The Boston–Edison Historic District is a historic neighborhood located in the geographic center of Detroit, Michigan. It consists of over 900 homes built on four east/west streets: West Boston Boulevard, Chicago Boulevard, Longfellow Avenue, and Edison Avenue, stretching from Woodward Avenue on the east to Linwood Avenue on the west. It is one of the largest residential historic districts in the nation. Sacred Heart Major Seminary surrounds it to the west, the Arden Park-East Boston Historic District, the Cathedral of the Most Blessed Sacrament to the east, and the Atkinson Avenue Historic District to the south. The district was designated a Michigan State Historic Site in 1973 and listed on the National Register of Historic Places in 1975.

A substantial number of prominent Detroiters have lived in the neighborhood. Notable residents have included labor leader Walter P. Reuther, Rabbi Morris Adler, Detroit Tigers Harry Heilmann and Dizzy Trout, Michigan Supreme Court justices Franz C. Kuhn and Henry Butzel, U.S. Representative Vincent M. Brennan, Michigan governor Harry Kelly, boxer Joe Louis, druggist Sidney Barthwell, Congressman Charles C. Diggs Jr., Congressman George D. O’Brien, Motown record label founder Berry Gordy, Detroit Tiger Willie Horton, and dentist and pioneering WCHB radio station owner Wendell F. Cox.

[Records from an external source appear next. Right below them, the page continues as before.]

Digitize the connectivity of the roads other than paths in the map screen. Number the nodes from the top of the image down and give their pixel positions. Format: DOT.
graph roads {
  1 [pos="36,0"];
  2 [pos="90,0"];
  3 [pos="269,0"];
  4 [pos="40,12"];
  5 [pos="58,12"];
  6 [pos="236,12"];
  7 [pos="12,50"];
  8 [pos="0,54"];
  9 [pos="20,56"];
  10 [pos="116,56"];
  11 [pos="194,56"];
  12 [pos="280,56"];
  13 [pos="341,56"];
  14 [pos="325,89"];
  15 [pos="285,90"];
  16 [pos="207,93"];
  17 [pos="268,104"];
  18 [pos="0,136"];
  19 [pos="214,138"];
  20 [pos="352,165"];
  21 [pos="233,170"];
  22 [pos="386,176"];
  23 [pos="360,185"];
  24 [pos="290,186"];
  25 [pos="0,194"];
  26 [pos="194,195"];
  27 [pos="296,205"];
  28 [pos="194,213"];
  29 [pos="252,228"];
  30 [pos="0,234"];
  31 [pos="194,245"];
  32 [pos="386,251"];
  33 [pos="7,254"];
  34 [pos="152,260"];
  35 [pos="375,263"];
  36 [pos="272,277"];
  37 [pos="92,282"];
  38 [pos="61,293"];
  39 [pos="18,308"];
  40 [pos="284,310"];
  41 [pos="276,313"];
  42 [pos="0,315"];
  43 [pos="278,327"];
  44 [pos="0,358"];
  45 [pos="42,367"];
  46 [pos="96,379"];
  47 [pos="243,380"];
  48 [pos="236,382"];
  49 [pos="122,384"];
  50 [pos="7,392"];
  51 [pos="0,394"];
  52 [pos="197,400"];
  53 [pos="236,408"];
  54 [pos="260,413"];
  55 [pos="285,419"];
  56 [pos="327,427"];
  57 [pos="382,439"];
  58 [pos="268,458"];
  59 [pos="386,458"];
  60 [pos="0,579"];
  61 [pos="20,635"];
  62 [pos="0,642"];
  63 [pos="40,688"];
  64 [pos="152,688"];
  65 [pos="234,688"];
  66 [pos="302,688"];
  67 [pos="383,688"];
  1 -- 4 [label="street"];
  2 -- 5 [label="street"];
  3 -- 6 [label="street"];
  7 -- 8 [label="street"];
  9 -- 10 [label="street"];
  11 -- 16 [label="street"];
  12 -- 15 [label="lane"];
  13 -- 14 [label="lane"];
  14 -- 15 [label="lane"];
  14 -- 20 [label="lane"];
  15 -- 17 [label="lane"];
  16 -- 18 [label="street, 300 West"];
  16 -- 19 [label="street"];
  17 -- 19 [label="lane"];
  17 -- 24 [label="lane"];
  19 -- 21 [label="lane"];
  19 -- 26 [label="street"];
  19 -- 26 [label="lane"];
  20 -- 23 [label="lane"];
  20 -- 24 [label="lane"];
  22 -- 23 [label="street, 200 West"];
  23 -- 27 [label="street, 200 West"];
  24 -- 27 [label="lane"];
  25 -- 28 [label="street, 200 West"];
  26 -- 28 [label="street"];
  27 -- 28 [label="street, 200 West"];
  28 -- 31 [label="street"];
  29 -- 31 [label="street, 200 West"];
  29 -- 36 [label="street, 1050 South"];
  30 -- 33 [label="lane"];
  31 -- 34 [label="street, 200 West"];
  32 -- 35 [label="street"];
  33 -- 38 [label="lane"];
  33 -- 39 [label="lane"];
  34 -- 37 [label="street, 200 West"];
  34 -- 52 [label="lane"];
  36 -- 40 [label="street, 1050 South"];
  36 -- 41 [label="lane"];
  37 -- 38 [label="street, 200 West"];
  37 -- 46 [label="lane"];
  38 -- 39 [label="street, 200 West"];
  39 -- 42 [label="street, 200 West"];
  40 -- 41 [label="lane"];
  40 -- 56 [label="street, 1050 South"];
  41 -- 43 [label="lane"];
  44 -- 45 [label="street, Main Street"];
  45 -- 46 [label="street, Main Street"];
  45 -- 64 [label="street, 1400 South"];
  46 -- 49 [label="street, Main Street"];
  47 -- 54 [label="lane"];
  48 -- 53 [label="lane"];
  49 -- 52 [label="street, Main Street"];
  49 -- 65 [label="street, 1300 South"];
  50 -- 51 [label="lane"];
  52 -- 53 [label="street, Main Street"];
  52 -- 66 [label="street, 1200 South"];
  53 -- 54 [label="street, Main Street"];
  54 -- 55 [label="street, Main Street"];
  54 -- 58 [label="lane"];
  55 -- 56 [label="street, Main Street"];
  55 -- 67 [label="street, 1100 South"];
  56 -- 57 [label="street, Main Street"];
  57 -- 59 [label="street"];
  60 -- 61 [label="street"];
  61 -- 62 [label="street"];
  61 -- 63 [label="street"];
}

The district boasts the oldest continuous neighborhood association in the City, the Historic Boston–Edison Association, founded in 1921. The District received historic designation from the Michigan State Historic Preservation Office in 1973, the Detroit Historic District Commission in 1974, and the National Register of Historic Places in 1975. Bed Bug Exterminator Detroit


The land now within the boundaries of Boston–Edison was first owned by John R. Williams (granted a single parcel in 1822) and Thomas Palmer (given three parcels in 1828 and 1832). These original four grants were transferred from owner to owner over the next fifty years until Joy, Newberry, and Edward W. Voigt obtained them. In 1891, Voigt, foreseeing the growth of Detroit, MI northward, platted out the Voigt Park subdivision, consisting of seven east/west streets between Woodward and Hamilton: Calvert Avenue, Glynn Court, Schiller Esplanade, Shakespeare Esplanade, Longfellow Avenue, Edison Avenue, and Atkinson Avenue. Four streets—Schiller Esplanade (now Boston Boulevard), Shakespeare Esplanade (now Chicago Boulevard), Longfellow Avenue, and Edison Avenue—formed the Boston–Edison neighborhood. The location of the neighborhood park was original to have been between Chicago and Boston Boulevards but was later changed to be situated between Longfellow and Edison Avenues.